One of those companies, Penske Corp., is working with electric drivetrains in all vehicle classes and with many different providers, said Paul Rosa, senior vice president of procurement and fleet planning at Penske Truck Leasing.

“These vehicles are being used in runs of anywhere from 20 to 200 miles daily,” he said. “They are utilized for urban, shorthaul and pickup and delivery applications in northern and southern California and in the metro New York regions.”

While range is a common concern about battery-electric vehicles, Rosa said that hasn’t been a problem in these applications.

“Range has been sufficient for these runs, which are wholly contingent on customer needs,” he said. “We are learning along with our customers.

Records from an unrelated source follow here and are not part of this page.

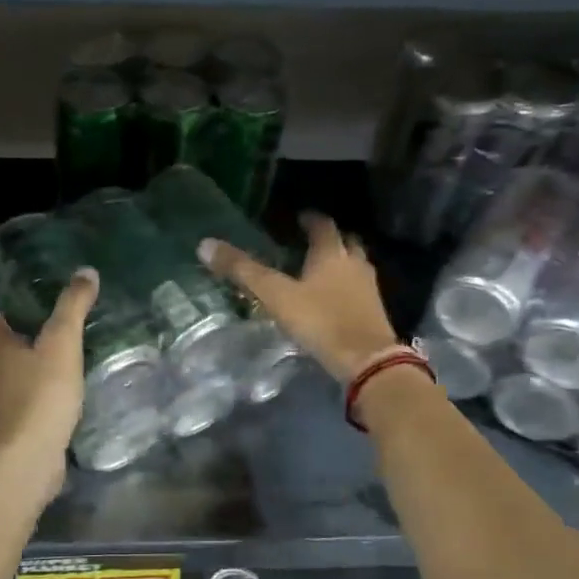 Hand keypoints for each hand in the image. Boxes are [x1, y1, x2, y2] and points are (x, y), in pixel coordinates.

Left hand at [0, 267, 98, 493]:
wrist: (28, 458)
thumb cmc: (40, 394)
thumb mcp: (62, 342)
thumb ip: (73, 306)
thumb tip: (87, 271)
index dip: (16, 299)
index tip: (42, 288)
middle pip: (8, 340)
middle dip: (31, 328)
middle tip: (64, 314)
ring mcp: (4, 397)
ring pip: (21, 368)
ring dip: (40, 358)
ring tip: (72, 344)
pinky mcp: (19, 421)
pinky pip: (34, 393)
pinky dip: (48, 384)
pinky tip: (72, 382)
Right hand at [199, 213, 397, 384]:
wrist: (366, 360)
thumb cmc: (320, 320)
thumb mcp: (275, 295)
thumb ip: (243, 271)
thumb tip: (205, 244)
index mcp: (331, 253)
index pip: (322, 225)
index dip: (310, 220)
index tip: (300, 218)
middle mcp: (354, 263)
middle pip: (345, 242)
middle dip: (330, 239)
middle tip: (311, 242)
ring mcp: (368, 288)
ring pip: (355, 265)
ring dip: (341, 263)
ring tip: (320, 270)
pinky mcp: (374, 312)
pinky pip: (359, 289)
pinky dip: (346, 287)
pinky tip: (332, 299) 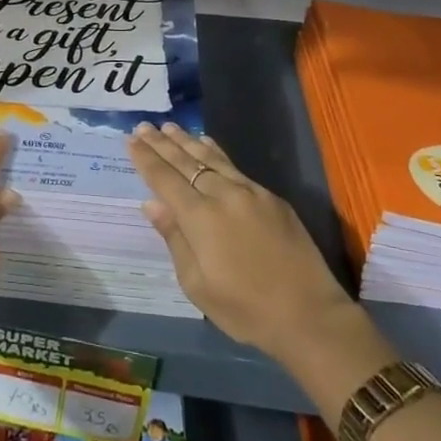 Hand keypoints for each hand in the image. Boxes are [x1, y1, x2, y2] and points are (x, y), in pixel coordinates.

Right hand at [128, 123, 388, 386]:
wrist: (309, 315)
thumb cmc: (246, 309)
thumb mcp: (197, 285)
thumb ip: (174, 239)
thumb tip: (152, 204)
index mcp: (200, 218)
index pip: (165, 179)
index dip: (146, 159)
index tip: (130, 140)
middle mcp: (223, 195)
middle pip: (186, 162)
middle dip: (162, 143)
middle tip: (144, 126)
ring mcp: (250, 192)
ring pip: (211, 157)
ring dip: (187, 141)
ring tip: (170, 127)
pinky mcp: (271, 197)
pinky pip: (234, 166)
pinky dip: (215, 152)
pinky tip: (207, 143) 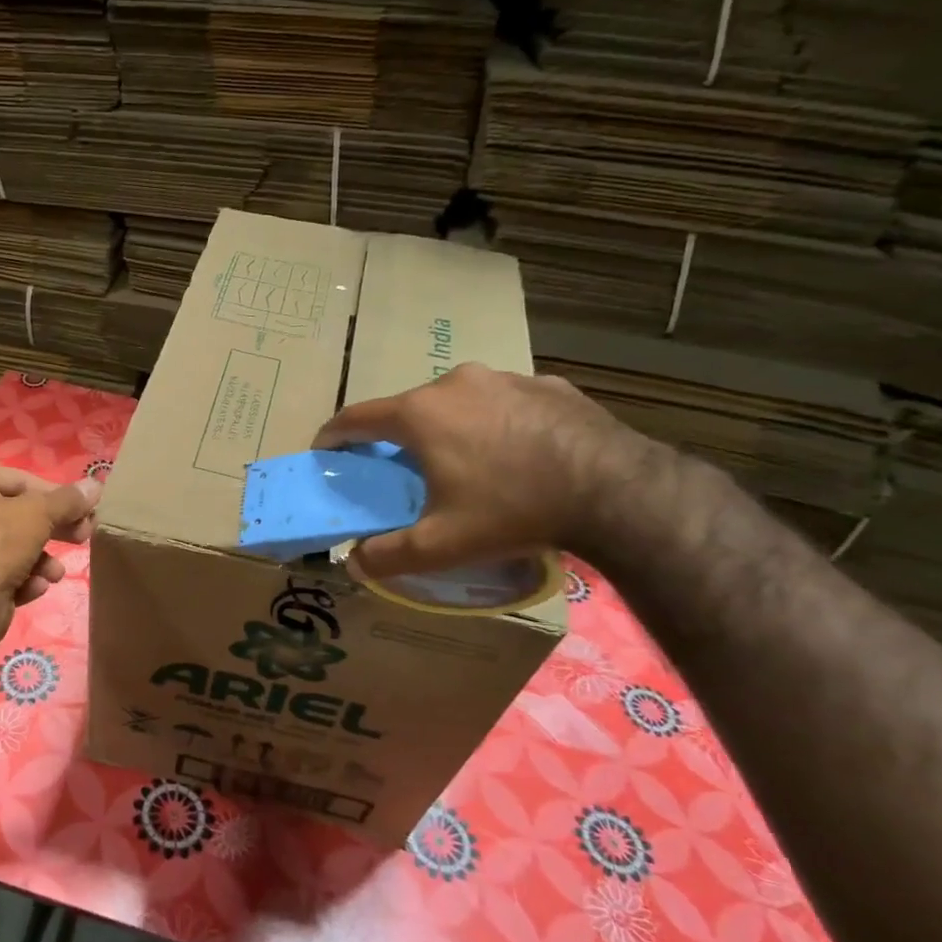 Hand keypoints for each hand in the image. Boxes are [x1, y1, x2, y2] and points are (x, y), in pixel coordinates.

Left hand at [0, 463, 100, 613]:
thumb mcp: (39, 514)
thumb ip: (68, 500)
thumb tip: (94, 484)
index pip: (21, 479)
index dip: (57, 495)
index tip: (84, 510)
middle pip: (17, 514)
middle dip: (52, 529)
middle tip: (82, 537)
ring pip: (10, 546)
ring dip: (40, 560)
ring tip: (55, 574)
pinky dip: (19, 578)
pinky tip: (34, 588)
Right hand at [311, 363, 655, 579]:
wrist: (616, 491)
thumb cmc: (512, 510)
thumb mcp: (441, 545)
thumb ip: (387, 555)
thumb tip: (354, 562)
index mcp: (420, 413)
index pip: (357, 417)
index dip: (334, 435)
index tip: (325, 451)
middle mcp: (455, 383)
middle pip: (409, 408)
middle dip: (397, 436)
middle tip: (402, 470)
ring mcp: (505, 378)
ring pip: (459, 402)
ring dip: (449, 427)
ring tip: (465, 463)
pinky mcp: (549, 385)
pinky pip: (505, 403)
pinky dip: (496, 424)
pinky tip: (516, 455) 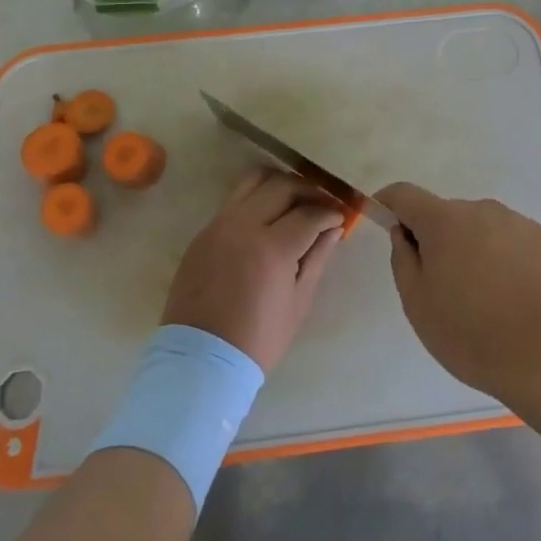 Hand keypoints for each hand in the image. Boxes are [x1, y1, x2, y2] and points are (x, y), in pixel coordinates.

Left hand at [162, 168, 345, 372]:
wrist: (201, 360)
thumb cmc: (258, 339)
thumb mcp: (298, 303)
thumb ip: (317, 258)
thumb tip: (334, 229)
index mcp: (271, 248)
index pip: (308, 214)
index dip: (329, 212)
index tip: (339, 217)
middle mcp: (243, 226)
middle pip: (281, 186)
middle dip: (308, 190)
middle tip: (322, 203)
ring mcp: (218, 225)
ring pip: (253, 181)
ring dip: (279, 183)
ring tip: (294, 199)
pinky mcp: (203, 232)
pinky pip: (233, 200)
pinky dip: (255, 198)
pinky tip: (267, 215)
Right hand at [379, 183, 540, 397]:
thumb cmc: (472, 332)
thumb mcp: (418, 305)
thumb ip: (404, 261)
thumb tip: (403, 234)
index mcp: (444, 221)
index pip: (405, 194)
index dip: (390, 203)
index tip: (385, 220)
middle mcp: (482, 210)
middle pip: (448, 216)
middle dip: (439, 240)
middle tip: (444, 288)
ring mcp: (519, 223)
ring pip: (485, 230)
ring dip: (476, 251)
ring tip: (488, 301)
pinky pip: (516, 244)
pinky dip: (508, 262)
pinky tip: (518, 301) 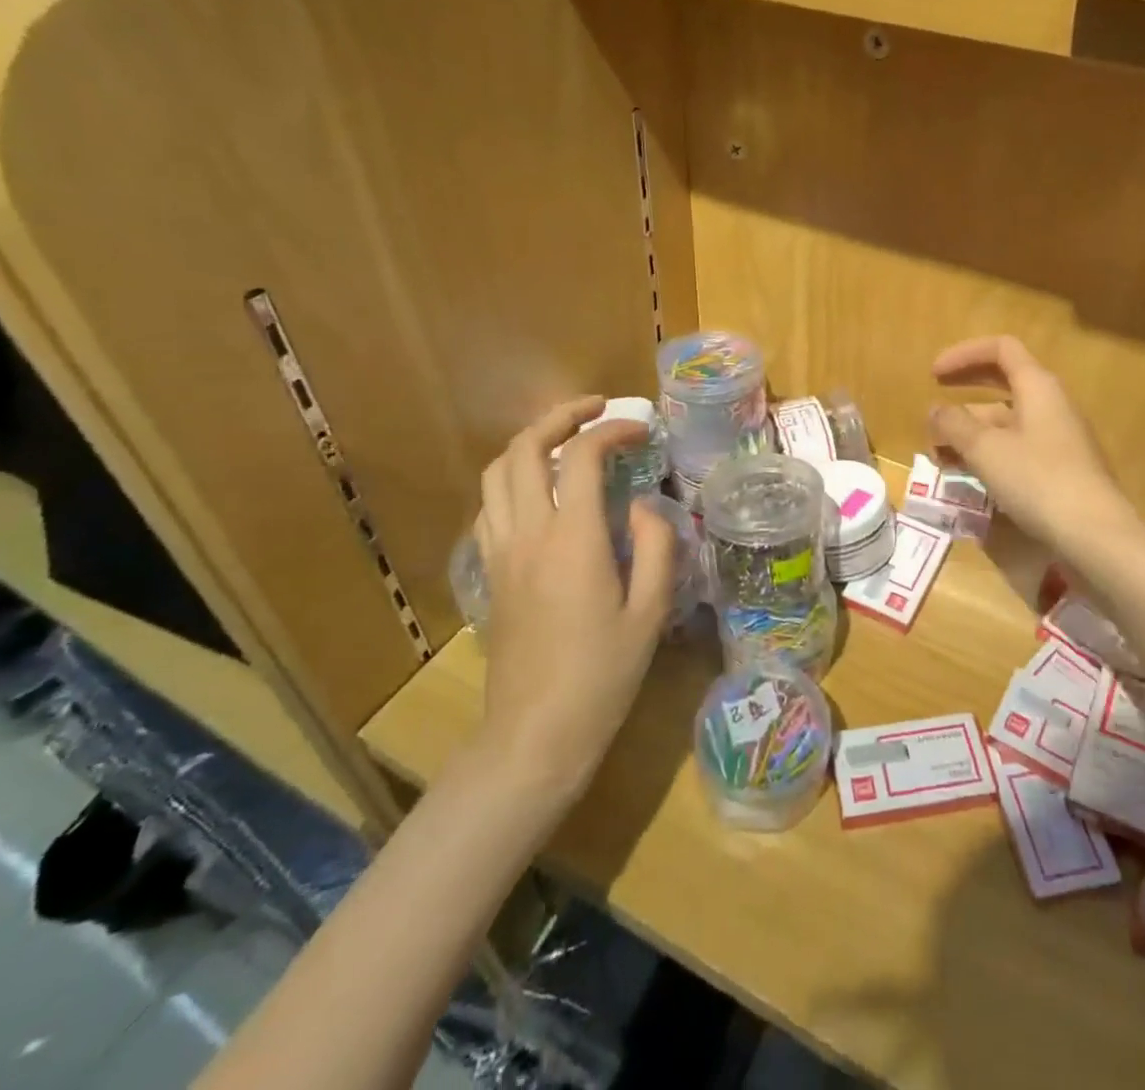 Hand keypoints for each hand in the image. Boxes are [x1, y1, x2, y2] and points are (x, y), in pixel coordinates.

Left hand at [471, 397, 674, 800]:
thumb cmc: (603, 676)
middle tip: (595, 410)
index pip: (584, 457)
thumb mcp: (650, 612)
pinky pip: (490, 506)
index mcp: (573, 539)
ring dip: (530, 443)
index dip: (613, 430)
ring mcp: (500, 552)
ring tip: (565, 441)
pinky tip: (540, 492)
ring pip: (497, 472)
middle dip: (560, 417)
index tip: (641, 430)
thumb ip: (655, 546)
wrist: (535, 734)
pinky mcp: (489, 572)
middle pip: (525, 449)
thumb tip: (643, 505)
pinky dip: (513, 480)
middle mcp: (528, 533)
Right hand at [929, 336, 1134, 550]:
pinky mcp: (1059, 468)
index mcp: (1038, 386)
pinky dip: (987, 453)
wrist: (1095, 535)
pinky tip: (966, 476)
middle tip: (933, 412)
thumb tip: (936, 411)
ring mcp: (1058, 438)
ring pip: (1006, 421)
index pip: (1000, 349)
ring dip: (969, 432)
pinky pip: (1016, 447)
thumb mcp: (985, 449)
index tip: (933, 375)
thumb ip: (954, 424)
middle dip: (962, 395)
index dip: (963, 355)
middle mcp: (1051, 405)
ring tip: (938, 456)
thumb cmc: (1038, 480)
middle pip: (1002, 384) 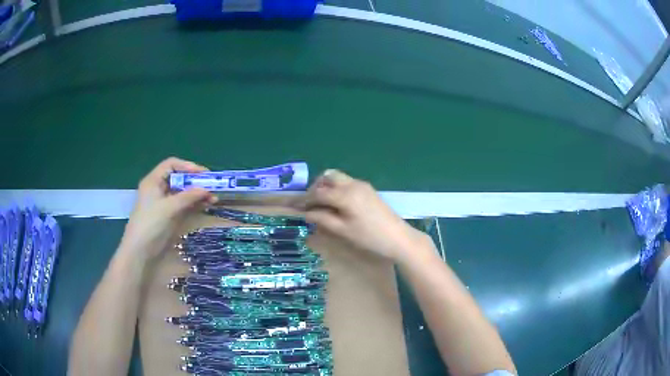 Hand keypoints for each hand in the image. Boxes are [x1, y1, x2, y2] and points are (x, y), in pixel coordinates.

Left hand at [119, 157, 216, 261]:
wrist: (140, 250)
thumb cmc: (150, 223)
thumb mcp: (169, 208)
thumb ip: (188, 197)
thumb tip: (207, 189)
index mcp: (154, 181)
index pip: (171, 164)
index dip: (187, 166)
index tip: (203, 173)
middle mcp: (159, 188)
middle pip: (179, 178)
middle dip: (196, 181)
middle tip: (212, 186)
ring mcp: (165, 203)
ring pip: (184, 193)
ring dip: (198, 194)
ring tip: (213, 199)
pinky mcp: (169, 215)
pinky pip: (184, 205)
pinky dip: (195, 204)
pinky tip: (206, 205)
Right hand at [293, 170, 426, 261]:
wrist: (398, 238)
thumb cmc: (369, 237)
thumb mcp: (343, 230)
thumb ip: (322, 218)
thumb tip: (305, 213)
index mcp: (345, 194)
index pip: (318, 192)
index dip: (305, 199)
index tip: (294, 207)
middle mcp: (353, 184)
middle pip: (328, 176)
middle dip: (316, 187)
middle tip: (309, 203)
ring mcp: (362, 185)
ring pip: (337, 178)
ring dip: (326, 187)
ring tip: (321, 204)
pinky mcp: (368, 189)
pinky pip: (346, 182)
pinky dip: (337, 189)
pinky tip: (336, 204)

The ranges can be extended as business needs dictate.”

Driver feedback has been positive, Rosa said, including such remarks as: “Torque is amazing.” “It feels more stable.” “It has a smoother ride.” “There is no noise, no squeaks, no smell of diesel fuel.”

Asked if the electrically powered trucks are outperforming diesel models, he responded, “It is way too early to make a determination. We will need years of data to compare EV units to diesel units.”

Vehicle charging infrastructure is another key consideration for deploying electric trucks. Penske has installed direct-­current fast-charging infrastructure for medium- and heavy-duty electric vehicles at six locations in Southern California, said Andrew Cullen, senior vice president of fuels and facility services at Penske Transportation Solutions.

This installation was partially subsidized through a grant from government clean-air agencies and the Ports of Los Angeles and Long Beach.

“Charging typically begins when the driver comes back from his or her route and plugs in the vehicle. Route return times vary throughout the day depending on customer operations. In just a few hours, the truck is fully charged and ready for its next route,” Cullen said. “We are in the process of installing a network solution that will help us control and manage our charging at a higher level. The network solution will allow us to control charging to avoid peak hours, as well as control the speeds of charge.”

Asked about cost analysis, he replied, “We are in the early stages of our project and are just beginning to fully evaluate EV charging costs relative to diesel. The real cost of EV charging must include the capital investment, operating costs including charging infrastructure maintenance and utility rates, and networking services. We will be using all of these factors to evaluate the full cost of EV charging throughout the project.”